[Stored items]
========
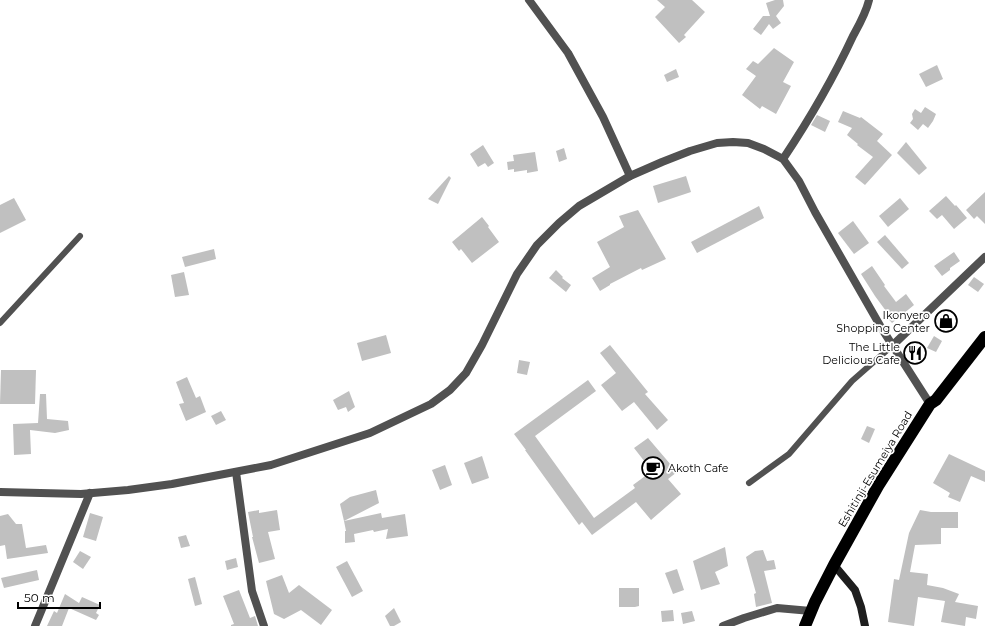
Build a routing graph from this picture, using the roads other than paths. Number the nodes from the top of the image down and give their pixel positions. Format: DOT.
graph roads {
  1 [pos="529,0"];
  2 [pos="869,0"];
  3 [pos="783,159"];
  4 [pos="630,176"];
  5 [pos="80,236"];
  6 [pos="985,256"];
  7 [pos="0,323"];
  8 [pos="985,337"];
  9 [pos="893,345"];
  10 [pos="930,404"];
  11 [pos="236,472"];
  12 [pos="748,483"];
  13 [pos="0,492"];
  14 [pos="90,493"];
  15 [pos="834,565"];
  16 [pos="811,611"];
  17 [pos="35,626"];
  18 [pos="264,626"];
  19 [pos="723,626"];
  20 [pos="805,626"];
  21 [pos="865,626"];
  1 -- 4 [label="street"];
  2 -- 3 [label="street"];
  3 -- 4 [label="street"];
  3 -- 9 [label="street"];
  4 -- 11 [label="street"];
  5 -- 7 [label="lane"];
  6 -- 9 [label="street"];
  8 -- 10 [label="highway, Eshitinji-Esumeiya Road"];
  9 -- 10 [label="street"];
  9 -- 12 [label="lane"];
  10 -- 15 [label="highway, Eshitinji-Esumeiya Road"];
  11 -- 14 [label="street"];
  11 -- 18 [label="street"];
  13 -- 14 [label="street"];
  14 -- 17 [label="street"];
  15 -- 16 [label="highway, Eshitinji-Esumeiya Road"];
  15 -- 21 [label="street"];
  16 -- 19 [label="street"];
  16 -- 20 [label="highway, Eshitinji-Esumeiya Road"];
}
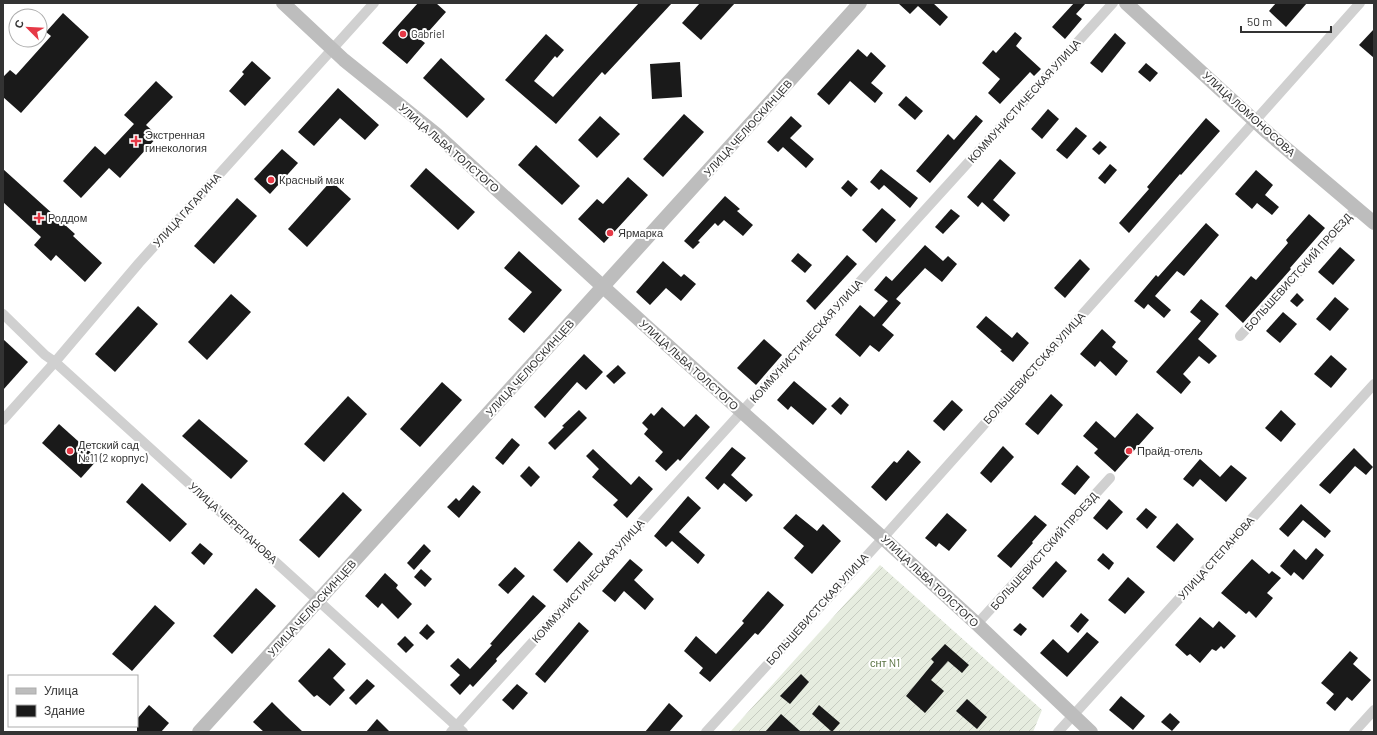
========
EXERCISE: Repeat the preceding records precisely, and leave every picture out of the copy.

ANSWER TO THE EXERCISE:
Build a routing graph from this picture, using the roads other than paths. Number the nodes from the top of the image down and give their pixel positions. Format: DOT.
graph roads {
  1 [pos="529,0"];
  2 [pos="869,0"];
  3 [pos="783,159"];
  4 [pos="630,176"];
  5 [pos="80,236"];
  6 [pos="985,256"];
  7 [pos="0,323"];
  8 [pos="985,337"];
  9 [pos="893,345"];
  10 [pos="930,404"];
  11 [pos="236,472"];
  12 [pos="748,483"];
  13 [pos="0,492"];
  14 [pos="90,493"];
  15 [pos="834,565"];
  16 [pos="811,611"];
  17 [pos="35,626"];
  18 [pos="264,626"];
  19 [pos="723,626"];
  20 [pos="805,626"];
  21 [pos="865,626"];
  1 -- 4 [label="street"];
  2 -- 3 [label="street"];
  3 -- 4 [label="street"];
  3 -- 9 [label="street"];
  4 -- 11 [label="street"];
  5 -- 7 [label="lane"];
  6 -- 9 [label="street"];
  8 -- 10 [label="highway, Eshitinji-Esumeiya Road"];
  9 -- 10 [label="street"];
  9 -- 12 [label="lane"];
  10 -- 15 [label="highway, Eshitinji-Esumeiya Road"];
  11 -- 14 [label="street"];
  11 -- 18 [label="street"];
  13 -- 14 [label="street"];
  14 -- 17 [label="street"];
  15 -- 16 [label="highway, Eshitinji-Esumeiya Road"];
  15 -- 21 [label="street"];
  16 -- 19 [label="street"];
  16 -- 20 [label="highway, Eshitinji-Esumeiya Road"];
}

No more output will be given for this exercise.